L'hydrogène, dont la densité spatiale augmente, est déplacé de manière
centripète par le gradient jusqu'à atteindre la densité appropriée, déterminant
l'épaisseur de la couche photosphérique. À cette densité appropriée,
l'orientation spatiale dans le gradient interagit vectoriellement avec les
différentes orientations de l'hydrogène, provoquant son oscillation.
Les oscillations déséquilibrent les circuits : un noyau comprime l'autre, le
dilatant simultanément selon son gradient, et les circuits oscillent entre eux.
L'énergie potentielle devient partiellement cinétique. La dilatation et la
contraction du gradient déplacent radialement et centripètement le spectre
de densité de l'hydrogène, source du spectre de fréquences émis de manière
omnidirectionnelle. Les oscillations, l'énergie cinétique, diminuent la densité
de l'hydrogène, qui se déplace radialement par rapport à son point d'origine.
La dynamique de l'hydrogène, sa composition/décomposition dans les
limites d'une densité minimale et maximale de l'espace vectoriel orienté,
caractérise la photosphère et peut être qualifiée de climat. L'évolution de la
structure solaire, après la formation de la photosphère et l'apparition des
planètes, voit la chromosphère se former sur la photosphère, témoignant
du changement climatique et de la diminution de la densité spatiale selon
le gradient. Le changement climatique modifie la couleur des étoiles.

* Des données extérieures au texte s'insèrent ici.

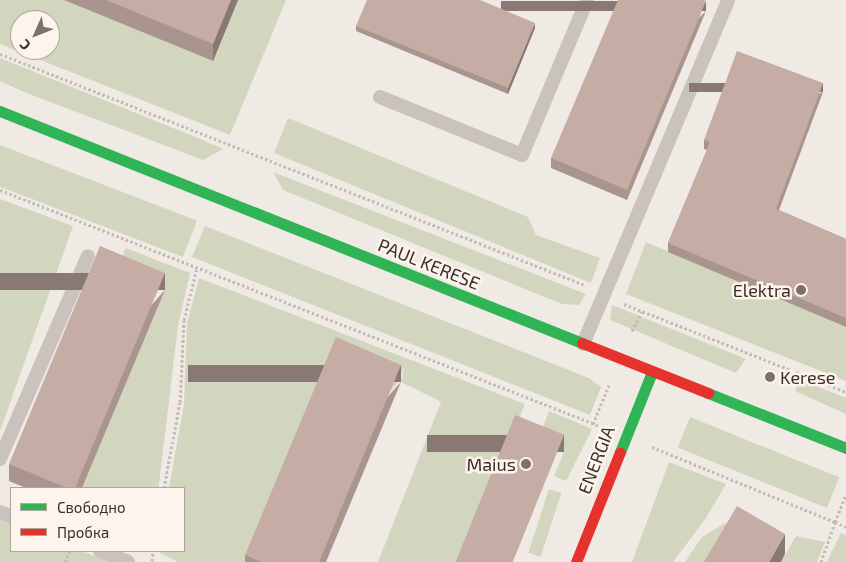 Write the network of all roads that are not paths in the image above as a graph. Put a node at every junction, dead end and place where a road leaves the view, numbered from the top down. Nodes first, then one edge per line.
1 (587, 0) edge
2 (728, 0) edge
3 (380, 97) dead end
4 (0, 111) edge
5 (88, 256) dead end
6 (582, 344) junction
7 (652, 372) junction
8 (846, 448) edge
9 (0, 459) edge
10 (103, 552) edge
11 (128, 562) edge
12 (576, 562) edge

1 - 3 lane
2 - 6 lane
4 - 6 main road, PAUL KERESE
5 - 9 lane
6 - 7 main road, PAUL KERESE
7 - 8 main road, PAUL KERESE
7 - 12 main road, ENERGIA
10 - 11 lane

Cependant, les preuves du changement climatique sont produites par
l'évolution des planètes. Après la formation de la Lune, la densité de la
chromosphère terrestre diminue en raison du gradient de température,
donnant naissance à la lavosphère. La lavosphère présente les mêmes
caractéristiques que la photosphère, à ceci près que les structures
dynamiques sont devenues des éléments chimiques. Dans cette couche,
l'abondance et la densité des structures vectorielles d'hydrogène se sont
combinées pour former les éléments chimiques. L'augmentation de la
densité de l'espace orienté au sein des éléments chimiques déplace leurs
structures vers le centre, jusqu'à la densité correspondant au gradient.
Les réactions se répètent comme dans la photosphère  : les liaisons
hydrogène des éléments se rompent et se déplacent radialement,
reprenant leur point d'origine. Cette dynamique est à l'origine de l'activité
de la lave et de l'évolution de la planète. Au lieu de la chromosphère, la
lavosphère, flottant sur la sphère sombre, devient la source des éléments
chimiques qui composent la lithosphère. La lithosphère, flottant tour à tour
sur la lavesphère et se formant continuellement par les éruptions volcaniques,
engendre le climat atmosphérique, notamment par la dynamique
de l'eau. Cette dynamique de l'eau, avec la pluie et la foudre,
a créé le climat propice à l'émergence de la biosphère.
La suite de l'évolution de la Terre appartient désormais à l'histoire.